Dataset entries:
☆ ☆ ☆ ☆

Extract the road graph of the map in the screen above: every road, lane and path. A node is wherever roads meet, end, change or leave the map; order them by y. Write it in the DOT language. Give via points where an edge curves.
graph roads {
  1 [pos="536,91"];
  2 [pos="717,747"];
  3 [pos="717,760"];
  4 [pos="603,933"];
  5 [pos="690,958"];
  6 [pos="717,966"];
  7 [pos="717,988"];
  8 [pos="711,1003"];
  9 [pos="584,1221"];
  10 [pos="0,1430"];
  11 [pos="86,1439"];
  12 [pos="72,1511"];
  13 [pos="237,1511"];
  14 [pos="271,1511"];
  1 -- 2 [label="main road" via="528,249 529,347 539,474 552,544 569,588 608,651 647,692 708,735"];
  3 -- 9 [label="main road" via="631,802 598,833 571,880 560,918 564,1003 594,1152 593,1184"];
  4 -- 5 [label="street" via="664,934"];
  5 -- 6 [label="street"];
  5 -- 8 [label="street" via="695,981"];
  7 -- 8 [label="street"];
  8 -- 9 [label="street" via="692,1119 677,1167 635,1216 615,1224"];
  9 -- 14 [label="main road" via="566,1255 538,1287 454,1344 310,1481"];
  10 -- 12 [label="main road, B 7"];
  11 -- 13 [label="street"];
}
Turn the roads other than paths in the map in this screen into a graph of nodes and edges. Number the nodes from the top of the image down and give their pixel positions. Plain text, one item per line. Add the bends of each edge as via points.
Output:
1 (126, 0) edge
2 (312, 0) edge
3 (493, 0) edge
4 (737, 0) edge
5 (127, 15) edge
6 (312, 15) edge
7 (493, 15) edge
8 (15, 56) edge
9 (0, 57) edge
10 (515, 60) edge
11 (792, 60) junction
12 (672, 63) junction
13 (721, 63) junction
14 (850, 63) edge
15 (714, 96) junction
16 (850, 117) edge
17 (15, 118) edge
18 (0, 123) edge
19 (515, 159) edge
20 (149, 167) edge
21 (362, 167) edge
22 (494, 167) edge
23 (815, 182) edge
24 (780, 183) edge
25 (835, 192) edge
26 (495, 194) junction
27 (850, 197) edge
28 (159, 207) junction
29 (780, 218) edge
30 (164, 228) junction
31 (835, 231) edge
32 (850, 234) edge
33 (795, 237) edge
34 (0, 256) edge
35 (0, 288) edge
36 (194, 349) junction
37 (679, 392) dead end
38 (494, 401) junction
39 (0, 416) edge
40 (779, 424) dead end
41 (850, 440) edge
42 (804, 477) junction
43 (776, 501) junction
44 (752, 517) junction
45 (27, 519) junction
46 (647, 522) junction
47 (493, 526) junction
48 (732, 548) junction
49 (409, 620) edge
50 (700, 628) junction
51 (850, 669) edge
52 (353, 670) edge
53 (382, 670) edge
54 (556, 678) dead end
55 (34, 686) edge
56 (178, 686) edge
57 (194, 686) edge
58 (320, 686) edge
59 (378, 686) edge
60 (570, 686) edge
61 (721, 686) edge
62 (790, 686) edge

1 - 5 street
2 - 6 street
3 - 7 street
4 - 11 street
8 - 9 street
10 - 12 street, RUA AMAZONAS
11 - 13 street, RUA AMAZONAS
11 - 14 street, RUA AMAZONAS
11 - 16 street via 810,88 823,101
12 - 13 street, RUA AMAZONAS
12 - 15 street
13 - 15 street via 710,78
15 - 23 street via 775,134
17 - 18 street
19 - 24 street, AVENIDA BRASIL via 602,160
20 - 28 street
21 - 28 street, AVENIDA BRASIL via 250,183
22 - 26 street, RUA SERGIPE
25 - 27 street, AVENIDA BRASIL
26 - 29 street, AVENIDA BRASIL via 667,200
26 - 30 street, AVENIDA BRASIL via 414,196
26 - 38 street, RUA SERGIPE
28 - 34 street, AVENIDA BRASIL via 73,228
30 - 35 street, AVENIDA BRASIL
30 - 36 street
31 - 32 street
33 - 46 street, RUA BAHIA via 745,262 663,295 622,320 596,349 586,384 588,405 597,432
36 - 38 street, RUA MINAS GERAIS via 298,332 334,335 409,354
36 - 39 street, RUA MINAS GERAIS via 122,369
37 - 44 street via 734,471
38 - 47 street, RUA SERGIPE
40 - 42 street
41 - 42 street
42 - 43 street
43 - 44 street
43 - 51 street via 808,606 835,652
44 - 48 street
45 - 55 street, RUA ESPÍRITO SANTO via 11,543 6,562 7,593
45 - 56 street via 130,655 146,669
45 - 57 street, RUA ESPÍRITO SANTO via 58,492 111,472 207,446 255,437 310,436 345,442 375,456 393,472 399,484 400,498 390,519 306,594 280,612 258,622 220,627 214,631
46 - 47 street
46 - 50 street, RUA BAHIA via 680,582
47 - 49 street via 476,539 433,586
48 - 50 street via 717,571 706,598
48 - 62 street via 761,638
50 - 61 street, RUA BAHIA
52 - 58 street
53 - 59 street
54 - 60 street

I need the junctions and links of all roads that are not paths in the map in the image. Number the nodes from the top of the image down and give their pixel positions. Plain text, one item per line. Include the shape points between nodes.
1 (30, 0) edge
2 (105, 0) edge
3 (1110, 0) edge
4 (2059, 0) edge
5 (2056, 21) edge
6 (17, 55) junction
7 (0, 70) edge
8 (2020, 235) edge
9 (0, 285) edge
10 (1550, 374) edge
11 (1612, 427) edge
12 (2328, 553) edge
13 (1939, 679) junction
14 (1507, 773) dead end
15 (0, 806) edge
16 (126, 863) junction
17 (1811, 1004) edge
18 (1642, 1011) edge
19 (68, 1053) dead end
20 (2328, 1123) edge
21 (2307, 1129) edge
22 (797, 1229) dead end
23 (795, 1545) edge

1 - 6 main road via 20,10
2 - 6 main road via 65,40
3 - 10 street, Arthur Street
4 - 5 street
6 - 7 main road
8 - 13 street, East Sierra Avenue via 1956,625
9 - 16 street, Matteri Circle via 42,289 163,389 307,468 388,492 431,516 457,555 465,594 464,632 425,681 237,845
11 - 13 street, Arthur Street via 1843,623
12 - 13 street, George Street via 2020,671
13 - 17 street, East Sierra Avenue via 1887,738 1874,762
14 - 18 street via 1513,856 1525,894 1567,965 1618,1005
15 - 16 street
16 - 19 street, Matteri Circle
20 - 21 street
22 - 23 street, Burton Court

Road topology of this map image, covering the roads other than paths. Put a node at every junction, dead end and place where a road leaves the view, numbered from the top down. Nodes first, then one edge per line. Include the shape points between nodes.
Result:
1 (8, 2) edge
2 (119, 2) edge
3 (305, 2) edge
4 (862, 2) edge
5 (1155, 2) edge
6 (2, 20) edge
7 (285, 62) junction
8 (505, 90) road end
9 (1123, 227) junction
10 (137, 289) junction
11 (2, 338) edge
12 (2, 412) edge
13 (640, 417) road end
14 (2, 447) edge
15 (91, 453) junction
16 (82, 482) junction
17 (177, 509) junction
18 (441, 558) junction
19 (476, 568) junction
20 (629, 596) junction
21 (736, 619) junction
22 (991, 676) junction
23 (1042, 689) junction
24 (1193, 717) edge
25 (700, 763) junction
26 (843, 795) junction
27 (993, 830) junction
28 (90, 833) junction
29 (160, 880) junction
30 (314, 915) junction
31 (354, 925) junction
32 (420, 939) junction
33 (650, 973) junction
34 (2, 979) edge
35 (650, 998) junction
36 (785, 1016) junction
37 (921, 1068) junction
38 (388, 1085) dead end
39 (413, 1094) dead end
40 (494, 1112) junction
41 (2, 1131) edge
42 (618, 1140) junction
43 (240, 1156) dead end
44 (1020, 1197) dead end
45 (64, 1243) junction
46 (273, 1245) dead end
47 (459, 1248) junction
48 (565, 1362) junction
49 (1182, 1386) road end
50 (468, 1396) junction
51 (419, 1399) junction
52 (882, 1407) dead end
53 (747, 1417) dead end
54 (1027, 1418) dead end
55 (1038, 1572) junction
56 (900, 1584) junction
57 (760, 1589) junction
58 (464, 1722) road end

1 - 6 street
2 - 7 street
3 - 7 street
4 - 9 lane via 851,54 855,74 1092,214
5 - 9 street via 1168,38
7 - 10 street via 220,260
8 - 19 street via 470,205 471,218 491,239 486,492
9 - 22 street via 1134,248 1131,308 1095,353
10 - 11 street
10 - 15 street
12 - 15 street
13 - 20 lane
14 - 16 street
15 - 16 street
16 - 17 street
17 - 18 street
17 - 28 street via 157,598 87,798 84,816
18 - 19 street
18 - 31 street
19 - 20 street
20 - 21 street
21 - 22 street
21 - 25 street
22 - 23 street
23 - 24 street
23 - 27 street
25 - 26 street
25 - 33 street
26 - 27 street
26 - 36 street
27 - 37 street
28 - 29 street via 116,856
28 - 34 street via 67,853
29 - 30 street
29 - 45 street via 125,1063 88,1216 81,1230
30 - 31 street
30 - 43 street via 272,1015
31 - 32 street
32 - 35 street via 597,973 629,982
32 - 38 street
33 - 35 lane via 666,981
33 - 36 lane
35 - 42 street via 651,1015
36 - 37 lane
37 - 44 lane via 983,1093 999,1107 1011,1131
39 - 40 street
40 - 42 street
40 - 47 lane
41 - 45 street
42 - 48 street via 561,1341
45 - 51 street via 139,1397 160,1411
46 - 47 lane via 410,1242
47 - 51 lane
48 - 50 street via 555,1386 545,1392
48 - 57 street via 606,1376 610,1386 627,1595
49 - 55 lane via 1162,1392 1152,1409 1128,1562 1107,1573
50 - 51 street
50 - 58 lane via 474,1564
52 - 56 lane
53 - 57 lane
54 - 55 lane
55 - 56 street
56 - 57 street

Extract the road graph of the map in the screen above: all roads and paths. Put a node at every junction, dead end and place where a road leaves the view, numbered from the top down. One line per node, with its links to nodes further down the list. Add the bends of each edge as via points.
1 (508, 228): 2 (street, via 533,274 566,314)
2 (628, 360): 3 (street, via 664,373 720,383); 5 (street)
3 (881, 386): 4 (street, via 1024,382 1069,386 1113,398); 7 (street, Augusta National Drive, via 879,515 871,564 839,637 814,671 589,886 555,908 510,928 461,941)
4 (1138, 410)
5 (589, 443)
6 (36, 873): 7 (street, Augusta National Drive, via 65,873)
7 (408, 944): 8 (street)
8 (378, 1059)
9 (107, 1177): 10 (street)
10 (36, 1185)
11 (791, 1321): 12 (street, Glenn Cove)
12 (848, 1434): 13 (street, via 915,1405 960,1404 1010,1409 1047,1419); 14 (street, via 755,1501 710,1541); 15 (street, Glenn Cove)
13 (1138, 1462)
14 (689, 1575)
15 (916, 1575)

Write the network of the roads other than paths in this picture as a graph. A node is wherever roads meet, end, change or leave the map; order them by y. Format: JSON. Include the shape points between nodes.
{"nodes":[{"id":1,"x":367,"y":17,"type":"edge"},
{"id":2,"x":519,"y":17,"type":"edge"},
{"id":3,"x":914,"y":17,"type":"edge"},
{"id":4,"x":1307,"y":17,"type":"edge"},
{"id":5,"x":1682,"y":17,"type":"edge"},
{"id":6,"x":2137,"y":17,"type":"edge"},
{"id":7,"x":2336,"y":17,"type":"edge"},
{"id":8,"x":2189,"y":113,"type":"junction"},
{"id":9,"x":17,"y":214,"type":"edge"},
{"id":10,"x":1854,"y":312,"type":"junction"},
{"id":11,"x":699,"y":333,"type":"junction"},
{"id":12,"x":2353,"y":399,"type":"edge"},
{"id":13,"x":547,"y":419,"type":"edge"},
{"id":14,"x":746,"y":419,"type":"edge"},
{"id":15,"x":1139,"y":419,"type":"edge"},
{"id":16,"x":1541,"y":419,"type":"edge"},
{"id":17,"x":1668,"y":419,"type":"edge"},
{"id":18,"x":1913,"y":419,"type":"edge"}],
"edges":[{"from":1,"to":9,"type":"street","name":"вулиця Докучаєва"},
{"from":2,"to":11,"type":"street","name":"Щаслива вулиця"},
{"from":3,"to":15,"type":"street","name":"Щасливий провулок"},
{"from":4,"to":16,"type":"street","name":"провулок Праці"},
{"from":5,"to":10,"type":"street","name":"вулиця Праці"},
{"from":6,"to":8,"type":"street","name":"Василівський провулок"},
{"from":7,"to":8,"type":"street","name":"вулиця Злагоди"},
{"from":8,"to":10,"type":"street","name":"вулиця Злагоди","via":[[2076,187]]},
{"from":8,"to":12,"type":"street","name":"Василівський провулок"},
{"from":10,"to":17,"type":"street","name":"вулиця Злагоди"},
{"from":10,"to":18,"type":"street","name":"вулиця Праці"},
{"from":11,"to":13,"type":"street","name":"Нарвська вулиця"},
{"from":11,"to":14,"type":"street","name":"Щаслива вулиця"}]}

☆ ☆ ☆ ☆

## Required work
Every line above that contains the word "than" should be reported.

## Solution to this problem
Turn the roads other than paths in the map in this screen into a graph of nodes and edges. Number the nodes from the top of the image down and give their pixel positions. Plain text, one item per line. Add the bends of each edge as via points.
Road topology of this map image, covering the roads other than paths. Put a node at every junction, dead end and place where a road leaves the view, numbered from the top down. Nodes first, then one edge per line. Include the shape points between nodes.
Write the network of the roads other than paths in this picture as a graph. A node is wherever roads meet, end, change or leave the map; order them by y. Format: JSON. Include the shape points between nodes.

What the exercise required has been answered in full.